[Stored items]
......

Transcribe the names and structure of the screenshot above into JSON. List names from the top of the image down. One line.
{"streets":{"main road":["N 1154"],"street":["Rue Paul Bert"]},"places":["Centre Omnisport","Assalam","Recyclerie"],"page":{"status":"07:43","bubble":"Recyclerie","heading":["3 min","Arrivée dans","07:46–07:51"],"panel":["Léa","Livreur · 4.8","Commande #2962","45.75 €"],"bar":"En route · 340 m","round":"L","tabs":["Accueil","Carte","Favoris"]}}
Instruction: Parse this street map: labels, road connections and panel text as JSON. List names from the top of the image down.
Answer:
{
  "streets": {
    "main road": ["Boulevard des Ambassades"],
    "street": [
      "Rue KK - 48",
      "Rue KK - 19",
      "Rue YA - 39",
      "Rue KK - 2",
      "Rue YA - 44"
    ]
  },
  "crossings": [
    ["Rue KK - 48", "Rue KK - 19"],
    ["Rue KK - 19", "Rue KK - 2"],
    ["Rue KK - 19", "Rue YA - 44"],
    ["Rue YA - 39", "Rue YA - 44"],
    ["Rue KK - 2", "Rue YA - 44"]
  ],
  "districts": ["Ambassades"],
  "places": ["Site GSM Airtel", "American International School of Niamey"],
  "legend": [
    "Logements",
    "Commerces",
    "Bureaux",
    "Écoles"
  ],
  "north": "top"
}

......

■ Exercise objective
Each entry above, in full, should be output exactly as it reads.

■ Task solution
Transcribe the names and structure of the screenshot above into JSON. List names from the top of the image down. One line.
{"streets":{"main road":["N 1154"],"street":["Rue Paul Bert"]},"places":["Centre Omnisport","Assalam","Recyclerie"],"page":{"status":"07:43","bubble":"Recyclerie","heading":["3 min","Arrivée dans","07:46–07:51"],"panel":["Léa","Livreur · 4.8","Commande #2962","45.75 €"],"bar":"En route · 340 m","round":"L","tabs":["Accueil","Carte","Favoris"]}}
Instruction: Parse this street map: labels, road connections and panel text as JSON. List names from the top of the image down.
Answer:
{
  "streets": {
    "main road": ["Boulevard des Ambassades"],
    "street": [
      "Rue KK - 48",
      "Rue KK - 19",
      "Rue YA - 39",
      "Rue KK - 2",
      "Rue YA - 44"
    ]
  },
  "crossings": [
    ["Rue KK - 48", "Rue KK - 19"],
    ["Rue KK - 19", "Rue KK - 2"],
    ["Rue KK - 19", "Rue YA - 44"],
    ["Rue YA - 39", "Rue YA - 44"],
    ["Rue KK - 2", "Rue YA - 44"]
  ],
  "districts": ["Ambassades"],
  "places": ["Site GSM Airtel", "American International School of Niamey"],
  "legend": [
    "Logements",
    "Commerces",
    "Bureaux",
    "Écoles"
  ],
  "north": "top"
}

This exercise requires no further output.